A rare moment of tranquility – Herbert’s Staff Captain, Stewart Gore-Browne, entertains the children (Ysobel and Eleanore) in the garden at Upper Hale. He is telling them a story about the marriage of their two toys – Peter (the rabbit, of course!) and Fanny. If you scroll down you can read transcripts of two amusing and interesting letters Gore Browne wrote to Wynne in October, caused by his reception of copies of the photos. You can also see and read a card from him after the war, Christmas 1919.

Gore-Browne was a remarkable man, and went on to have a fascinating career in Africa.

Once married (top picture), they could then depart on their honeymoon (bottom picture!). Both girls adored the Captain.

Letter from S. Gore Browne, responding to Wynne’s enclosing the photos you see above. 5.10.

Dear Mrs Jackson
I am very much ashamed of myself for not having written before to thank you for the wedding groups.
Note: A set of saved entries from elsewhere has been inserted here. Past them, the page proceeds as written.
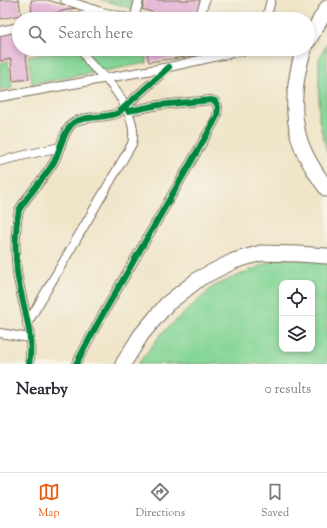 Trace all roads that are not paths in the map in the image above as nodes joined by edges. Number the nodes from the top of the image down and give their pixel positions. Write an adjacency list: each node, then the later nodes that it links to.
1 (139, 0): 7 (street)
2 (205, 0): 8 (street)
3 (271, 0): 9 (street)
4 (70, 1): 6 (street)
5 (327, 8): 11 (highway)
6 (102, 12)
7 (135, 12)
8 (201, 12)
9 (268, 12)
10 (12, 28): 12 (street)
11 (315, 29)
12 (0, 31)
13 (85, 56): 17 (street)
14 (216, 56): 16 (street)
15 (302, 56): 22 (highway)
16 (169, 67): 17 (street); 19 (street)
17 (105, 78): 18 (street); 19 (street)
18 (0, 97)
19 (126, 108): 20 (street); 24 (street); 28 (street)
20 (60, 147): 21 (street); 24 (street)
21 (0, 162)
22 (327, 189)
23 (327, 256): 29 (highway)
24 (27, 324): 26 (street)
25 (0, 333): 26 (street)
26 (29, 338): 27 (street)
27 (29, 364)
28 (76, 364)
29 (123, 364) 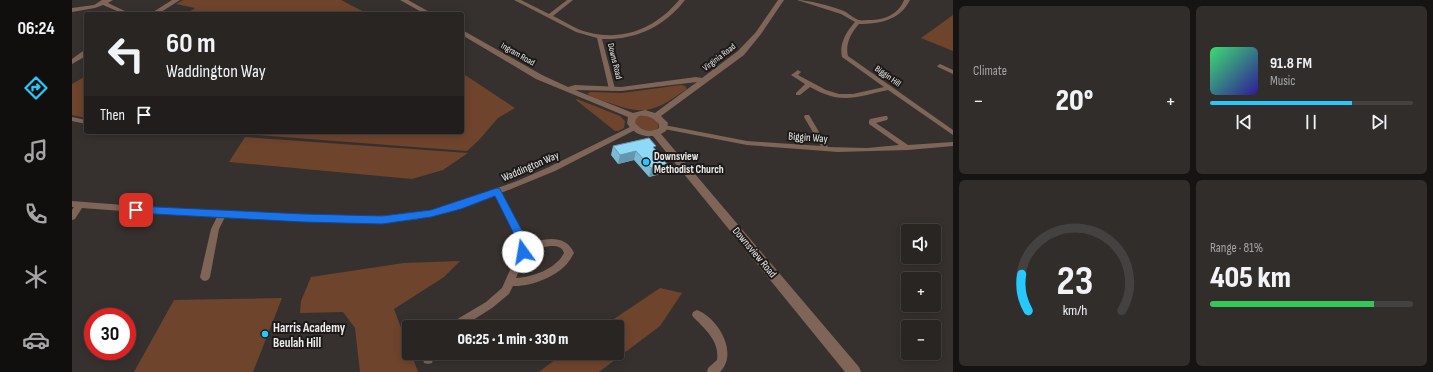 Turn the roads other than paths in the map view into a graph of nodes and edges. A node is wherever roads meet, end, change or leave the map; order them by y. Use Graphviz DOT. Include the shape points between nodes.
graph roads {
  1 [pos="98,0"];
  2 [pos="110,0"];
  3 [pos="177,0"];
  4 [pos="403,0"];
  5 [pos="516,0"];
  6 [pos="570,0"];
  7 [pos="682,0"];
  8 [pos="780,0"];
  9 [pos="800,0"];
  10 [pos="907,0"];
  11 [pos="103,3"];
  12 [pos="72,10"];
  13 [pos="123,12"];
  14 [pos="156,12"];
  15 [pos="426,12"];
  16 [pos="550,16"];
  17 [pos="858,22"];
  18 [pos="464,33"];
  19 [pos="599,36"];
  20 [pos="84,55"];
  21 [pos="74,59"];
  22 [pos="940,66"];
  23 [pos="798,72"];
  24 [pos="953,72"];
  25 [pos="704,81"];
  26 [pos="809,84"];
  27 [pos="889,88"];
  28 [pos="566,89"];
  29 [pos="612,89"];
  30 [pos="798,94"];
  31 [pos="634,116"];
  32 [pos="656,116"];
  33 [pos="807,117"];
  34 [pos="885,118"];
  35 [pos="72,119"];
  36 [pos="84,122"];
  37 [pos="635,128"];
  38 [pos="659,130"];
  39 [pos="953,133"];
  40 [pos="953,144"];
  41 [pos="908,148"];
  42 [pos="826,149"];
  43 [pos="497,192"];
  44 [pos="76,205"];
  45 [pos="222,214"];
  46 [pos="72,217"];
  47 [pos="524,247"];
  48 [pos="205,277"];
  49 [pos="511,282"];
  50 [pos="697,314"];
  51 [pos="463,320"];
  52 [pos="712,372"];
  53 [pos="854,372"];
  1 -- 11 [label="street"];
  2 -- 11 [label="street"];
  3 -- 14 [label="street"];
  4 -- 15 [label="street"];
  5 -- 16 [label="street"];
  6 -- 16 [label="street"];
  7 -- 19 [label="street" via="647,30 621,36"];
  8 -- 25 [label="street, Virginia Road" via="751,43"];
  9 -- 17 [label="street" via="843,13"];
  10 -- 17 [label="street" via="899,12 888,18 875,22"];
  11 -- 12 [label="street"];
  11 -- 13 [label="street"];
  16 -- 19 [label="street" via="585,33"];
  17 -- 27 [label="street, Biggin Hill" via="849,32 844,56"];
  18 -- 28 [label="street, Ingram Road" via="527,71"];
  19 -- 29 [label="street, Downs Road"];
  20 -- 21 [label="street"];
  22 -- 24 [label="street"];
  23 -- 26 [label="street" via="794,75"];
  25 -- 29 [label="street" via="696,78"];
  25 -- 32 [label="street, Virginia Road"];
  26 -- 27 [label="street" via="829,94 841,96"];
  26 -- 30 [label="street"];
  27 -- 39 [label="street, Biggin Hill"];
  28 -- 29 [label="street"];
  28 -- 31 [label="street, Ingram Road"];
  31 -- 32 [label="street" via="645,113"];
  31 -- 37 [label="street" via="631,123"];
  32 -- 38 [label="street, Downsview Road" via="662,120"];
  33 -- 42 [label="street"];
  34 -- 41 [label="street" via="872,121 873,124"];
  35 -- 36 [label="street"];
  37 -- 38 [label="street" via="644,133"];
  37 -- 43 [label="street, Waddington Way" via="552,169"];
  38 -- 42 [label="street, Biggin Way" via="747,143"];
  38 -- 53 [label="street, Downsview Road"];
  40 -- 41 [label="street, Biggin Way"];
  41 -- 42 [label="street, Biggin Way"];
  43 -- 45 [label="street, Waddington Way" via="445,210 397,219 359,220"];
  43 -- 47 [label="street"];
  44 -- 45 [label="street, Waddington Way"];
  44 -- 46 [label="street"];
  45 -- 48 [label="street" via="215,229"];
  47 -- 49 [label="street"];
  47 -- 49 [label="street" via="553,242 566,246 569,253 565,260 541,276 523,283"];
  49 -- 51 [label="street" via="498,298"];
  50 -- 52 [label="street" via="717,336 723,352 722,361"];
} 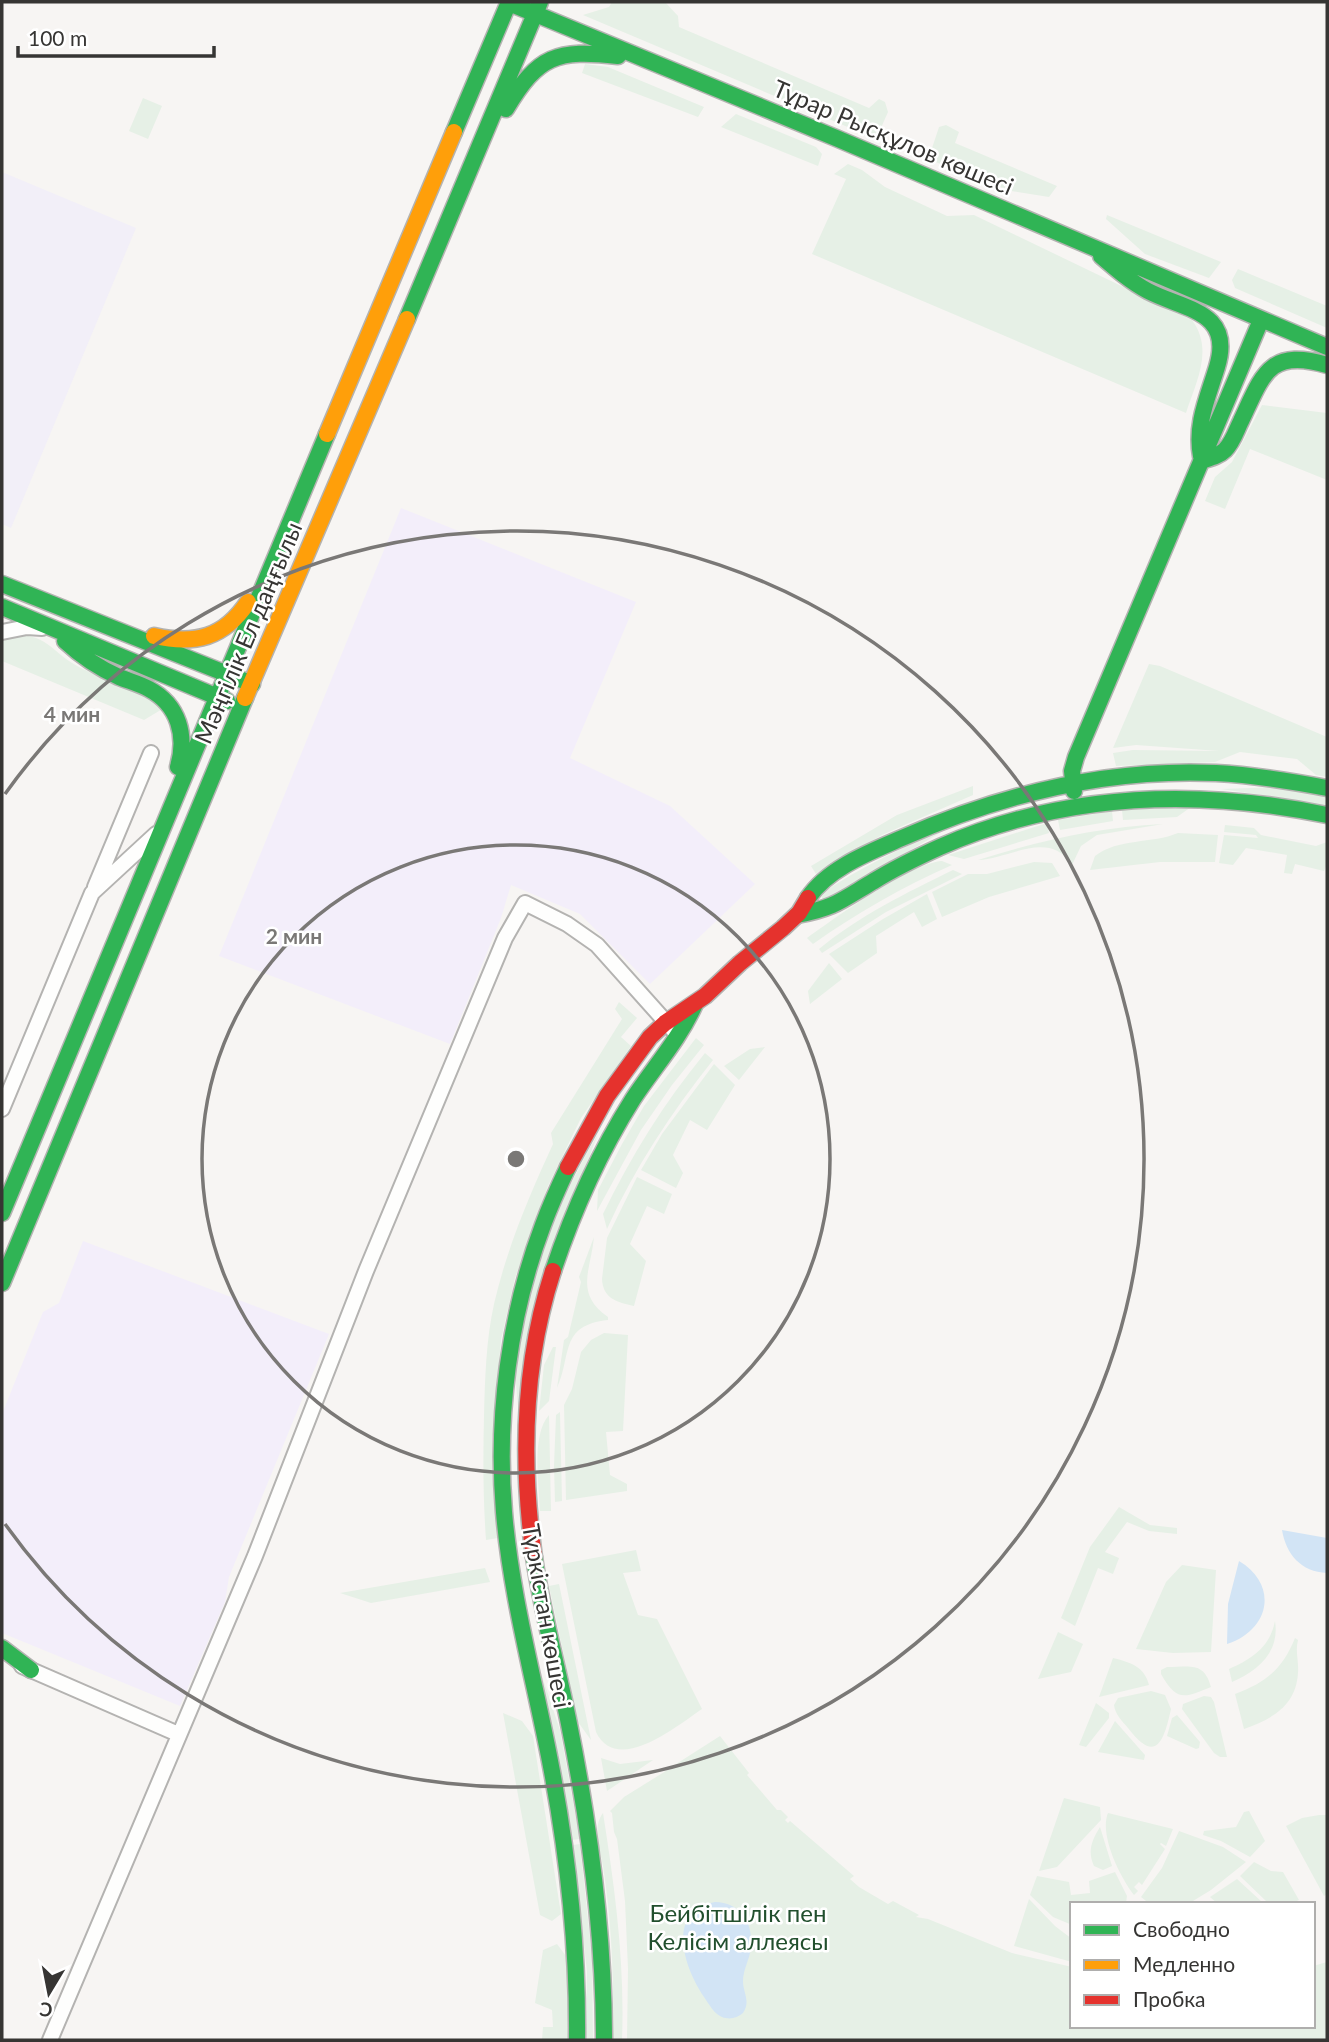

I was awfully glad to have them, the intellectual expression of the contracting parties is something to be glad of in these superficial days. One question. Is it to be hoped that somewhere about next March ? the union may be blessed etc? If so I should like to be allowed to present a christening mug. Of course there’s always the chance that a War baby may have already appeared – one is so suspicious of these hastily carried out marriages.
I don’t know what to tell you in the way of news, as I expect you hear it all. The General is very well, and wonderfully cheerful and equable in spite of the Arctic beastliness of the vulgar little booth we inhabit. I expect he’s told you all about it – how the beautiful blue sky and the lush green grass show through the walls, and the sound of the spitting of the ancient Flemish farmer in the next room mingles with the cooking of our (ex Mauretania) chef. However we’re off tomorrow, thank goodness.
You will have heard all the tales, repeatable and unrepeatable, I expect also. One rather nice incident occurred the other day when a soldier wrote to a cousin of mine asking her to send him some drawers, “for my trousers are so harsh they have my skin scoured off me”! I thought it was rather prettily put.
My home has become a hospital, at least Brooklands has, and my people now inhabit the servants’ hall. I rather envy the patients in it, but very likely they’d prefer a nice cheery spot like the Herbert Hospital with its outlook on the cemetery, one never knows.
I am always meaning to write to your son to thank him also for a photograph in which I look only a little less inane than the bride and bridegroom, but that is by the way, I expect I do too.
The apology for a fire in Dobb’s 50 Franc stove has ceased apologising for the last hour and icicles are beginning to form on the Louis Seize chairs (spoils of Ypres which adorn our hut like rubies round a charwoman’s neck) so it is fully time I got into my blankets, and the General into his. He is sadly reading the Daily Mail of the day before yesterday (price 2d in this country) at the moment. Once more thank you for the photographs. Yours sincerely, S Gore Browne.

A second letter was sent, written 18.10.1915.

Dear Mrs Jackson,
Thank you very much for your letter. All I can say is that if they’ve been in bed for 5 months on end, and still there’s no change then the gentleman must be what Le Petit Bob said the visitor was of whom his mother had such a poor opinion, in Gyp’s (?) book of that name!
We are still idling and living in comparative comfort. I said to the old woman who cooks for us, the other day, that the general was pleased with his food. She beamed all over, and asked if you were a good cook. I plunged in, and was in the middle of explaining that you were famed throughout England for your feats in the kitchen which only just fell short of her own, when her husband interposed with “Perhaps, since he is a General, he keeps a cook as well as a wife”!
We are anxiously awaiting our next orders. To be prepared for everything I have sent for a Greek Testament, the only book in the language I now possess, but I think it is hardly likely to be required. Opinions still vary and everywhere from the Keil Canal to the Caucasus is still suggested.
Thank you very much for the kind things you say at the end of your letter. As far as I am concerned anyhow they are only too little deserved. I wish they weren’t – for it would be quite impossible to have anyone nicer or easier to work for. I’m not saying that to please you. I wish you could hear what all sorts and conditions of people say in the Division, on the same subject. Perhaps you can realise the difference it makes when everybody both trusts and is fond (the two don’t always go together) the man who is responsible for them, and how grateful one is.
Please, whatever you do, do not say that I said this – but I thought you would like to hear it perhaps first hand.
Yours very sincerely, S Gore Browne.